Healing the Freeze: How to Befriend Emotional Numbness
When people think about trauma responses, “fight” and “flight” usually come to mind. But there’s another, quieter survival response that often goes unnoticed: freeze.
Freeze isn’t dramatic. It doesn’t draw attention. It feels like shutting down—going blank, going numb, or disappearing inside yourself. Many people who carry trauma find themselves stuck in this state, and then blame themselves for being “lazy,” “unmotivated,” or “emotionless.” But freeze isn’t a personal flaw. It’s a nervous system doing its best to keep you safe.
What Is the Freeze Response?
Freeze is the body’s emergency brake.

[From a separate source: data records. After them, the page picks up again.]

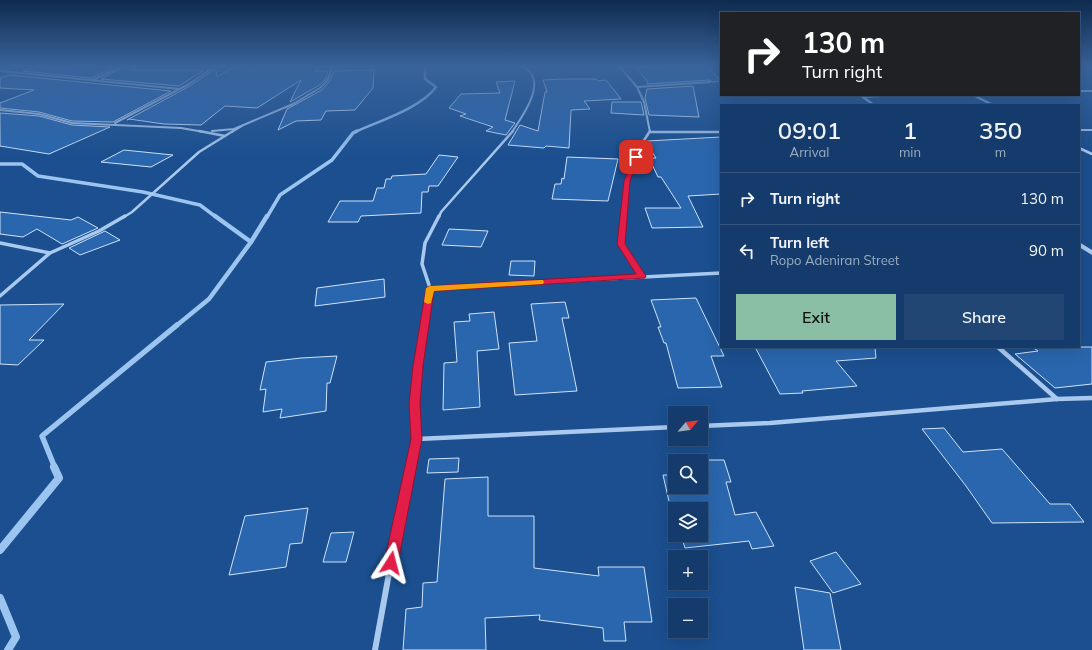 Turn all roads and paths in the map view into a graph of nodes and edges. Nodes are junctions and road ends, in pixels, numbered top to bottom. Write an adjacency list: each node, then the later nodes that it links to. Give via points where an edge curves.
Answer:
1 (166, 96): 10 (street)
2 (306, 96): 11 (street)
3 (531, 96): 26 (street, via 530,103 511,134 441,212 425,243 422,264)
4 (641, 96): 15 (street)
5 (861, 96): 7 (street)
6 (977, 96): 8 (street)
7 (873, 104)
8 (991, 104)
9 (0, 110): 10 (street, via 39,114 72,123)
10 (115, 124): 14 (street)
11 (242, 126): 14 (street); 17 (street)
12 (1080, 130): 13 (street)
13 (1092, 130)
14 (208, 132): 17 (street)
15 (650, 132): 16 (street); 25 (street, via 641,145 627,181 621,244)
16 (720, 132)
17 (226, 136): 22 (street, via 199,152 159,185 132,212 99,231)
18 (1080, 148): 19 (street)
19 (1092, 154)
20 (0, 243): 22 (street)
21 (1080, 245): 23 (street)
22 (50, 253): 27 (street)
23 (1092, 253)
24 (720, 273): 25 (street)
25 (642, 276): 26 (street)
26 (430, 288): 33 (street, via 414,404)
27 (0, 296)
28 (999, 348): 30 (street)
29 (1092, 398): 30 (street)
30 (1057, 399): 31 (street, via 770,423)
31 (708, 426)
32 (668, 427): 33 (street)
33 (417, 439): 34 (street)
34 (375, 650)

When neither fighting nor running away seems possible, the nervous system protects you by going still—slowing everything down so you can survive overwhelming stress.
This can show up as:
Emotional numbness
Trouble making decisions
Feeling cut off from your body
Brain fog or “blanking out”
A sense of being stuck in molasses
It can be confusing and frustrating, especially if you judge yourself for not being able to “just get on with it.”
Why Emotional Numbness Makes Sense
If you grew up with chaos, abuse, or neglect, freezing might have been your best chance of surviving situations you couldn’t escape. Shutting down your feelings wasn’t weakness—it was wisdom.

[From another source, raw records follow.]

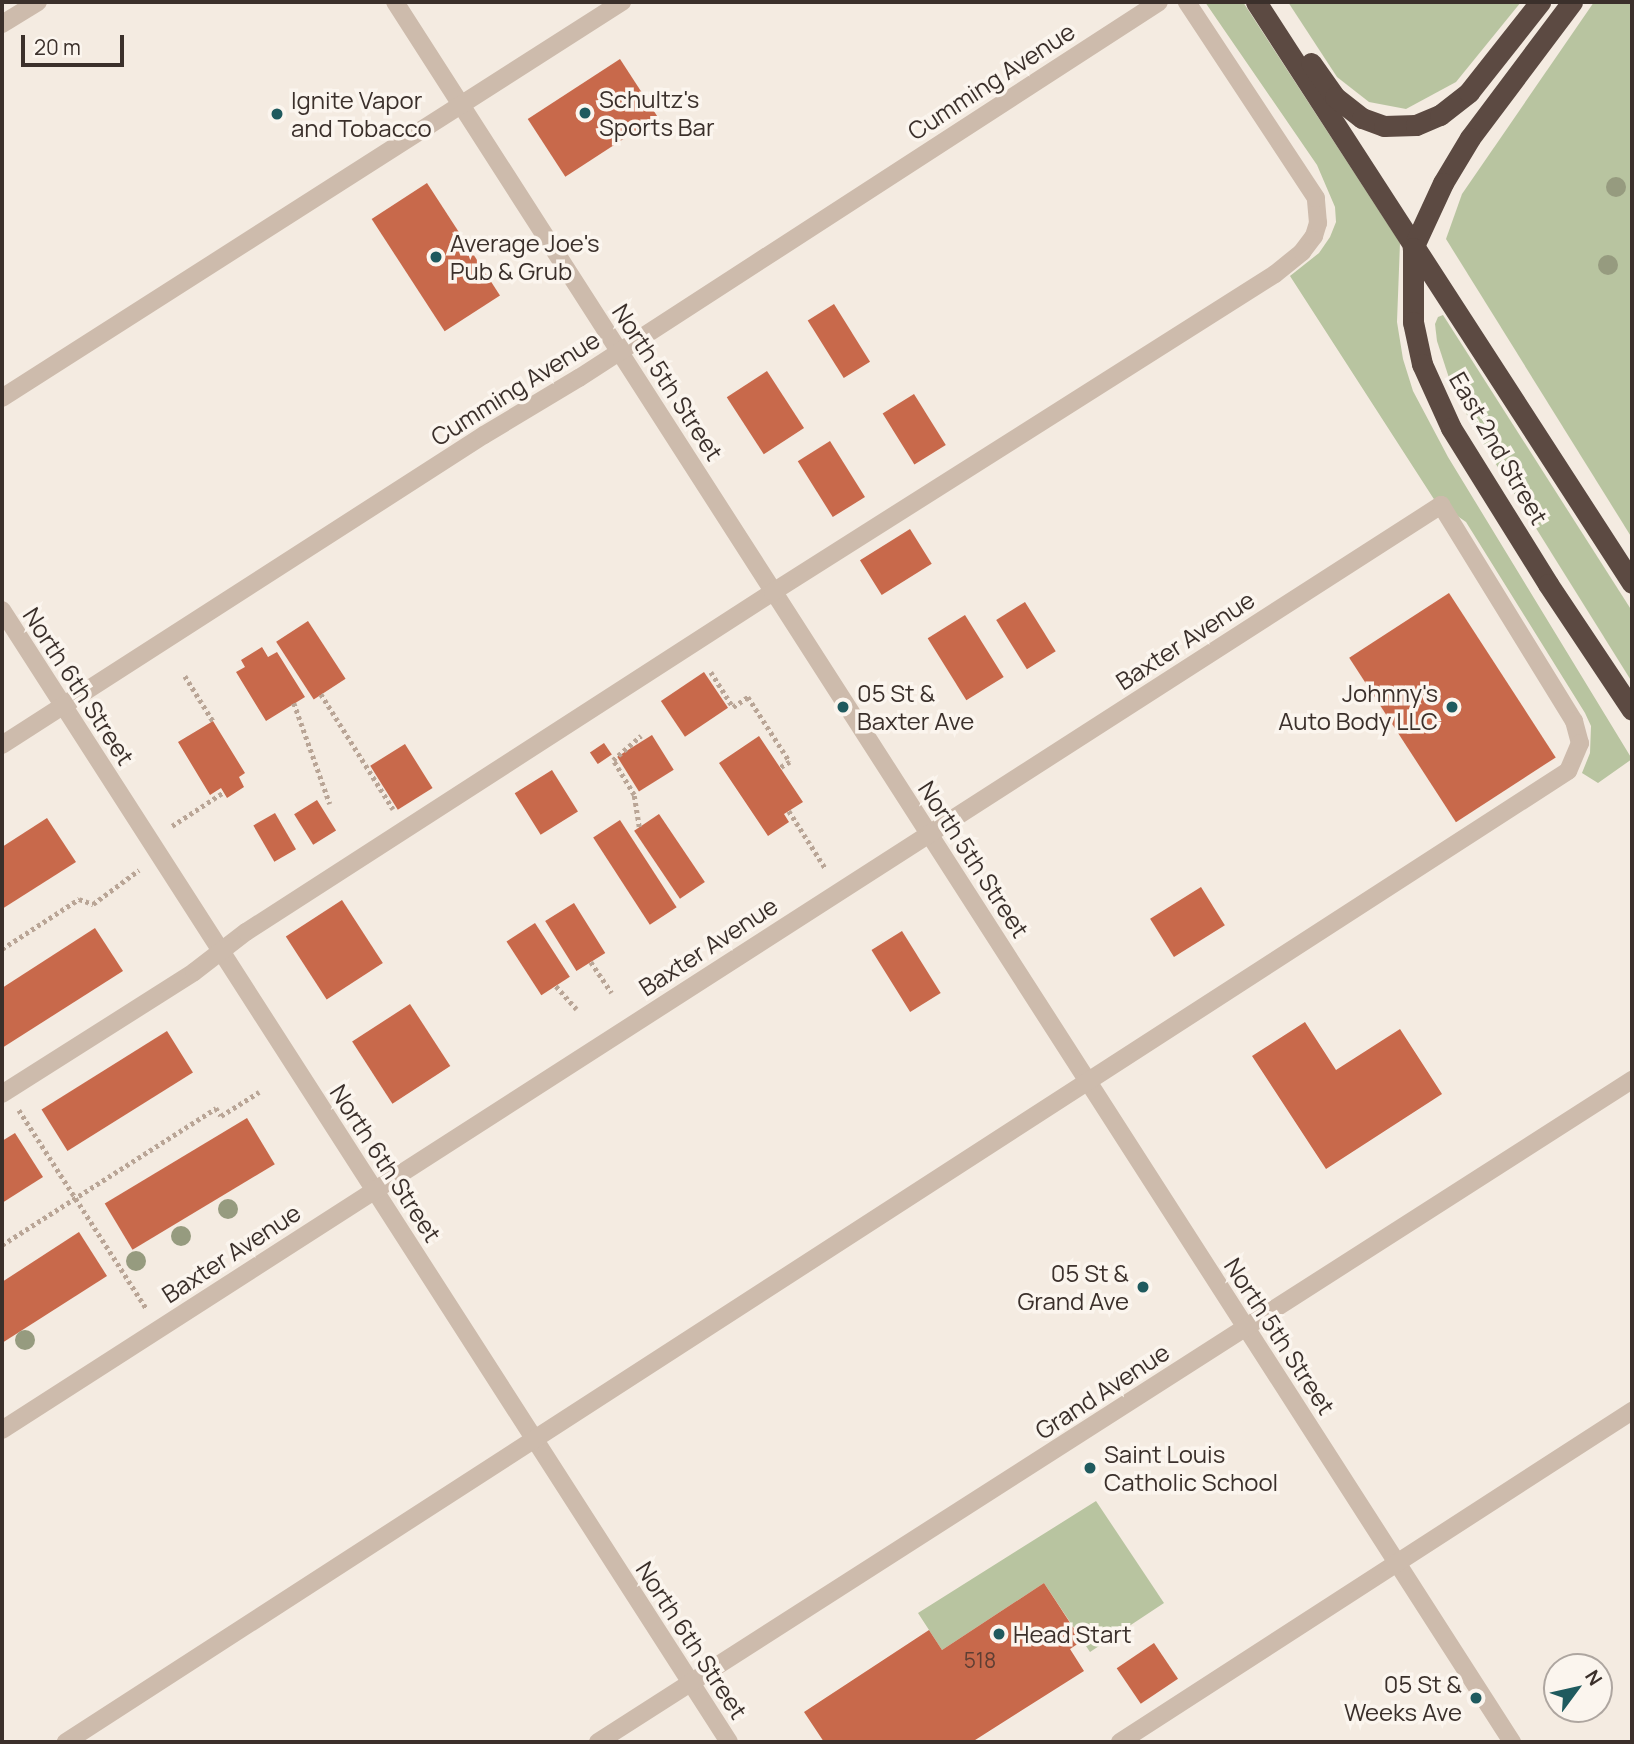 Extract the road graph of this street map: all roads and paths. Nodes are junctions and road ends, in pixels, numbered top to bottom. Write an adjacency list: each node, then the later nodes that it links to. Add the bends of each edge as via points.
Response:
1 (38, 2): 10 (street)
2 (395, 2): 11 (street, North 5th Street)
3 (622, 2): 11 (street)
4 (1159, 2): 13 (street, Cumming Avenue)
5 (1187, 2): 16 (street, via 1316,198 1314,236 1290,263)
6 (1256, 2): 12 (highway)
7 (1270, 2): 8 (highway, via 1335,97 1362,118 1395,127 1428,121 1459,102)
8 (1540, 2)
9 (1572, 2): 12 (highway, via 1470,138)
10 (2, 24)
11 (461, 104): 13 (street, North 5th Street); 14 (street)
12 (1413, 247): 15 (highway, East 2nd Street); 23 (highway, East 2nd Street, via 1413,322 1422,365 1451,428)
13 (620, 352): 16 (street, North 5th Street); 22 (street, Cumming Avenue)
14 (2, 398)
15 (1632, 583)
16 (773, 592): 32 (street); 33 (street, North 5th Street)
17 (2, 610): 22 (street, North 6th Street)
18 (711, 672): 27 (path, via 733,707 748,697 790,762)
19 (185, 676): 24 (path)
20 (321, 694): 32 (path)
21 (294, 704): 29 (path)
22 (63, 705): 26 (street, Cumming Avenue); 34 (street, North 6th Street)
23 (1632, 710)
24 (213, 721)
25 (641, 737): 31 (path, via 613,760 634,794)
26 (2, 745)
27 (780, 768)
28 (224, 792): 34 (path)
29 (330, 804)
30 (789, 811): 35 (path)
31 (639, 827)
32 (406, 830): 37 (street)
33 (929, 834): 35 (street, Baxter Avenue); 43 (street, North 5th Street); 43 (street, Baxter Avenue, via 1441,505 1574,721 1580,744 1568,771)
34 (153, 847): 36 (path, via 126,883 93,904 79,899); 37 (street, North 6th Street)
35 (839, 891): 46 (street, Baxter Avenue)
36 (2, 949)
37 (220, 951): 45 (street); 46 (street, North 6th Street)
38 (591, 962): 40 (path)
39 (556, 986): 41 (path)
40 (612, 993)
41 (577, 1009)
42 (1632, 1080): 49 (street, Grand Avenue)
43 (1087, 1081): 49 (street, North 5th Street); 53 (street)
44 (259, 1091): 47 (path, via 221,1116 216,1108)
45 (4, 1092): 47 (path)
46 (374, 1190): 50 (street, Baxter Avenue); 53 (street, North 6th Street)
47 (76, 1197): 48 (path); 50 (path)
48 (2, 1245)
49 (1245, 1328): 54 (street, North 5th Street); 55 (street, Grand Avenue)
50 (158, 1329): 52 (street, Baxter Avenue)
51 (1632, 1410): 54 (street)
52 (2, 1430)
53 (534, 1439): 55 (street, North 6th Street); 56 (street)
54 (1397, 1564): 59 (street); 60 (street, North 5th Street)
55 (691, 1684): 57 (street, Grand Avenue); 58 (street, North 6th Street)
56 (66, 1742)
57 (598, 1742)
58 (729, 1742)
59 (1120, 1742)
60 (1512, 1742)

The problem is, when the nervous system stays locked in this pattern long after the danger has passed, numbness starts to interfere with living fully.
Healing the Freeze
The goal isn’t to “snap out of it” but to gently thaw. Befriending numbness means recognising it as a survival strategy, and slowly teaching your body it’s safe to feel again.
Here are some steps that help:
1. Acknowledge It Without Shame
Instead of telling yourself you’re broken, try: “This is my nervous system protecting me. Thank you—but I don’t need this as much anymore.”
2. Start Small With Sensation
Notice simple physical experiences: the warmth of tea, the weight of a blanket, the feel of your feet on the floor. Gentle sensory focus can begin to wake the body without overwhelming it.
3. Movement Over Motivation
When frozen, waiting for motivation doesn’t work. Small physical movements—stretching, shaking out your arms, even stepping outside for a breath of air—can help shift your state.
4. Safe Connection
Healing happens in relationship. A trusted friend, therapist, or support group can help you feel safe enough to unfreeze slowly. Even brief moments of authentic connection—eye contact, laughter, shared silence—are powerful.
5. Patience, Not Pressure
The freeze response took years to build. Thawing it takes time. Progress isn’t about never going numb again, but about recovering more gently when you do.
The Gentle Reframe
Freeze is not failure—it’s survival. Emotional numbness is your nervous system’s way of saying, “It was too much then.” Befriending it means recognising that you don’t have to fight your body.
With compassion, curiosity, and support, the frozen parts of you can begin to melt—revealing not weakness, but the incredible resilience that kept you here.
You are not broken—you’re healing in your own time.